You are viewing a plain text version of this content. The canonical link for it is here.
Posted to solr-user@lucene.apache.org by Per Steffensen <st...@designware.dk> on 2014/05/19 13:33:01 UTC
How does query on AND work
Hi
Lets say I have a Solr collection (running across several servers)
containing 5 billion documents. A.o. each document have a value for
field "no_dlng_doc_ind_sto" (a long) and field
"timestamp_dlng_doc_ind_sto" (also a long). Both "no_dlng_doc_ind_sto"
and "timestamp_dlng_doc_ind_sto" are doc-value, indexed and stored. Like
this in schema.xml
<dynamicField name="*_dlng_doc_ind_sto" type="dlng" indexed="true"
stored="true" required="true" docValues="true"/>
<fieldType name="dlng" class="solr.TrieLongField" precisionStep="0"
positionIncrementGap="0" docValuesFormat="Disk"/>
I make queries like this: no_dlng_doc_ind_sto:(<NO>) AND
timestamp_dlng_doc_ind_sto:([<TIME_START> TO <TIME_END>])
* The "no_dlng_doc_ind_sto:(<NO>)"-part of a typical query will hit
between 500 and 1000 documents out of the total 5 billion
* The "timestamp_dlng_doc_ind_sto:([<TIME_START> TO <TIME_END>])"-part
of a typical query will hit between 3-4 billion documents out of the
total 5 billion
Question is how Solr/Lucene deals with such requests?
I am thinking that using the indices on both "no_dlng_doc_ind_sto" and
"timestamp_dlng_doc_ind_sto" to get two sets of doc-ids and then make an
intersection of those might not be the most efficient. You are making an
intersection of two doc-id-sets of size 500-1000 and 3-4 billion. It
might be faster to just use the index for "no_dlng_doc_ind_sto" to get
the doc-ids for the 500-1000 documents, then for each of those fetch
their "timestamp_dlng_doc_ind_sto"-value (using doc-value) to filter out
the ones among the 500-1000 that does not match the timestamp-part of
the query.
But what does Solr/Lucene actually do? Is it Solr- or Lucene-code that
make the decision on what to do? Can you somehow "hint" the
search-engine that you want one or the other method used?
Solr 4.4 (and corresponding Lucene), BTW, if that makes a difference
Regards, Per Steffensen
Re: How does query on AND work
Posted by Per Steffensen <st...@designware.dk>.
Thanks for responding, Yonik. I tried out your suggestion, and it seems
to work as it is supposed to, and it performs at least as well as the
"hacky implementation I did myself". Wish you had responded earlier. Or
maybe not, then I wouldn't have dived into it myself making an
implementation that does (almost) exactly what seems to be done when
using your approach, and then I wouldn't have learned so much. But the
great thing is that now I do not have to go suggest (or implement
myself) this idea as a new Solr/Lucene feature - it is already there!
See
http://solrlucene.blogspot.dk/2014/05/performance-of-and-queries-with-uneven.html.

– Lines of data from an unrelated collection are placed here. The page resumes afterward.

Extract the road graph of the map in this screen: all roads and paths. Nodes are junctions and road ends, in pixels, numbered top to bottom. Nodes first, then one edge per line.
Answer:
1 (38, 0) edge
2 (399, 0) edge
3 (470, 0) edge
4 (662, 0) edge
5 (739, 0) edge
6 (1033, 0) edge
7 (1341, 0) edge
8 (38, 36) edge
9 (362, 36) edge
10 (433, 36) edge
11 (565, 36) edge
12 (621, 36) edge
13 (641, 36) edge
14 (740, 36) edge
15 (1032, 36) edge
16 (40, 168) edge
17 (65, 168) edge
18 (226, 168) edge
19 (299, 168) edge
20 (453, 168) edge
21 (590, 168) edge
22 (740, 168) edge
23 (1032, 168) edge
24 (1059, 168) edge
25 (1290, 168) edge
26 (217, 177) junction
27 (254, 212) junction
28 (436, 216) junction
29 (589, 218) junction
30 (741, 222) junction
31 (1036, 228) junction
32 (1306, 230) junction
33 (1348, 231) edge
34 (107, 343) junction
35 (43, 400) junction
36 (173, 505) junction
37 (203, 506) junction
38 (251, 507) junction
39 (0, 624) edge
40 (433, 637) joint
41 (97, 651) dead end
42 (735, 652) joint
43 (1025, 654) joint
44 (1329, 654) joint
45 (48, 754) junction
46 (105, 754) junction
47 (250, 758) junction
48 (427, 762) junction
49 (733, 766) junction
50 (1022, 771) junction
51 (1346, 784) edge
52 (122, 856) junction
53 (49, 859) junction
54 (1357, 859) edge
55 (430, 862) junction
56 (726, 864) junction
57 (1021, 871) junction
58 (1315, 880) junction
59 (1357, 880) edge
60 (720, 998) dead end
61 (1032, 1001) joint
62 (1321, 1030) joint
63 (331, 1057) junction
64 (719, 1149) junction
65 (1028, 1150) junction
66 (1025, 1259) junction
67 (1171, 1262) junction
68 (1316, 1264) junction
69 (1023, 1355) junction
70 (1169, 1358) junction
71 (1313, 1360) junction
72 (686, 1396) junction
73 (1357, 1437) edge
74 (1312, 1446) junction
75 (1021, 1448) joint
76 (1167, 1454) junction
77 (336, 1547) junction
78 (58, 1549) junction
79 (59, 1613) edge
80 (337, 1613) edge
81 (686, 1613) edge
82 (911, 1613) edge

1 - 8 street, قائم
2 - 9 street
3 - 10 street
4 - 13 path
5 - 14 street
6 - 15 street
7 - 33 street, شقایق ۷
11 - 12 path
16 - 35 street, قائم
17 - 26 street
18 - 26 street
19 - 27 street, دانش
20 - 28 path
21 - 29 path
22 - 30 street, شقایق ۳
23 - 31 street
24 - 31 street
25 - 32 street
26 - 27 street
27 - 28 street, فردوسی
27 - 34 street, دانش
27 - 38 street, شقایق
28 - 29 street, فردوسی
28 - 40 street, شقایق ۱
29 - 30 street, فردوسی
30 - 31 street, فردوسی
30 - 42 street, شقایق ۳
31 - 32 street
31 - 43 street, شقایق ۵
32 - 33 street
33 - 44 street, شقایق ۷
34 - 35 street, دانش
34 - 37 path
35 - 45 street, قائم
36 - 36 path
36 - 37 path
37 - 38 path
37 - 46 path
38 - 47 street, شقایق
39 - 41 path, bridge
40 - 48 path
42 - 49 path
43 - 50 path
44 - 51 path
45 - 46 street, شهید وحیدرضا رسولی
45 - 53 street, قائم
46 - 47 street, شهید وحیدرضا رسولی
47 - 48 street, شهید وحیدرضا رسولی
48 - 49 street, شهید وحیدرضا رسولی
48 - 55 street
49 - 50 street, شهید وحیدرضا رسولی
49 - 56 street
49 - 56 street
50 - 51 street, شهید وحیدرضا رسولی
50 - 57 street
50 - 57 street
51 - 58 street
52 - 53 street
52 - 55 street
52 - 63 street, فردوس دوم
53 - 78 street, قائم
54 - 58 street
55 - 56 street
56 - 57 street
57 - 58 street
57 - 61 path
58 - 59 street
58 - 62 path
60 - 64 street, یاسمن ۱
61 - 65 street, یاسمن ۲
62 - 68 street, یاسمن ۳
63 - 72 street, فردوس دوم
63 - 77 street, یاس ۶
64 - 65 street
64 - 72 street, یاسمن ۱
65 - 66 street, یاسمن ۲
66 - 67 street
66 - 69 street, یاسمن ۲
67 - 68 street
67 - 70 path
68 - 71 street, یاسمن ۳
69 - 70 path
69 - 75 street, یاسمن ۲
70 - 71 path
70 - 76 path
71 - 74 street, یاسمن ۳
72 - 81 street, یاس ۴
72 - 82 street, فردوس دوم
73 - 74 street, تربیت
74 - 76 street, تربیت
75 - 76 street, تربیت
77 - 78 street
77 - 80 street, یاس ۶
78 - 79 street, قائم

Hope you do not mind that I reference you and the link you pointed out.
Thanks a lot!
Regards, Per Steffensen
On 23/05/14 18:13, Yonik Seeley wrote:
> On Fri, May 23, 2014 at 11:37 AM, Toke Eskildsen <te...@statsbiblioteket.dk> wrote:
>> Per Steffensen [steff@designware.dk] wrote:
>>> * It IS more efficient to just use the index for the
>>> "no_dlng_doc_ind_sto"-part of the request to get doc-ids that match that
>>> part and then fetch timestamp-doc-values for those doc-ids to filter out
>>> the docs that does not match the "timestamp_dlng_doc_ind_sto"-part of
>>> the query.
>> Thank you for the follow up. It sounds rather special-case though, with requirement of DocValues for the range-field. Do you think this can be generalized?
> Maybe it already is?
> http://heliosearch.org/advanced-filter-caching-in-solr/
>
> Something like this:
> &fq={!frange cache=false cost=150 v=timestampField l=beginTime u=endTime}
>
>
> -Yonik
> http://heliosearch.org - facet functions, subfacets, off-heap filters&fieldcache
>
Re: How does query on AND work
Posted by Yonik Seeley <yo...@heliosearch.com>.
On Fri, May 23, 2014 at 11:37 AM, Toke Eskildsen <te...@statsbiblioteket.dk> wrote:
> Per Steffensen [steff@designware.dk] wrote:
>> * It IS more efficient to just use the index for the
>> "no_dlng_doc_ind_sto"-part of the request to get doc-ids that match that
>> part and then fetch timestamp-doc-values for those doc-ids to filter out
>> the docs that does not match the "timestamp_dlng_doc_ind_sto"-part of
>> the query.
>
> Thank you for the follow up. It sounds rather special-case though, with requirement of DocValues for the range-field. Do you think this can be generalized?
Maybe it already is?
http://heliosearch.org/advanced-filter-caching-in-solr/
Something like this:
&fq={!frange cache=false cost=150 v=timestampField l=beginTime u=endTime}
-Yonik
http://heliosearch.org - facet functions, subfacets, off-heap filters&fieldcache
Re: How does query on AND work
Posted by Per Steffensen <st...@designware.dk>.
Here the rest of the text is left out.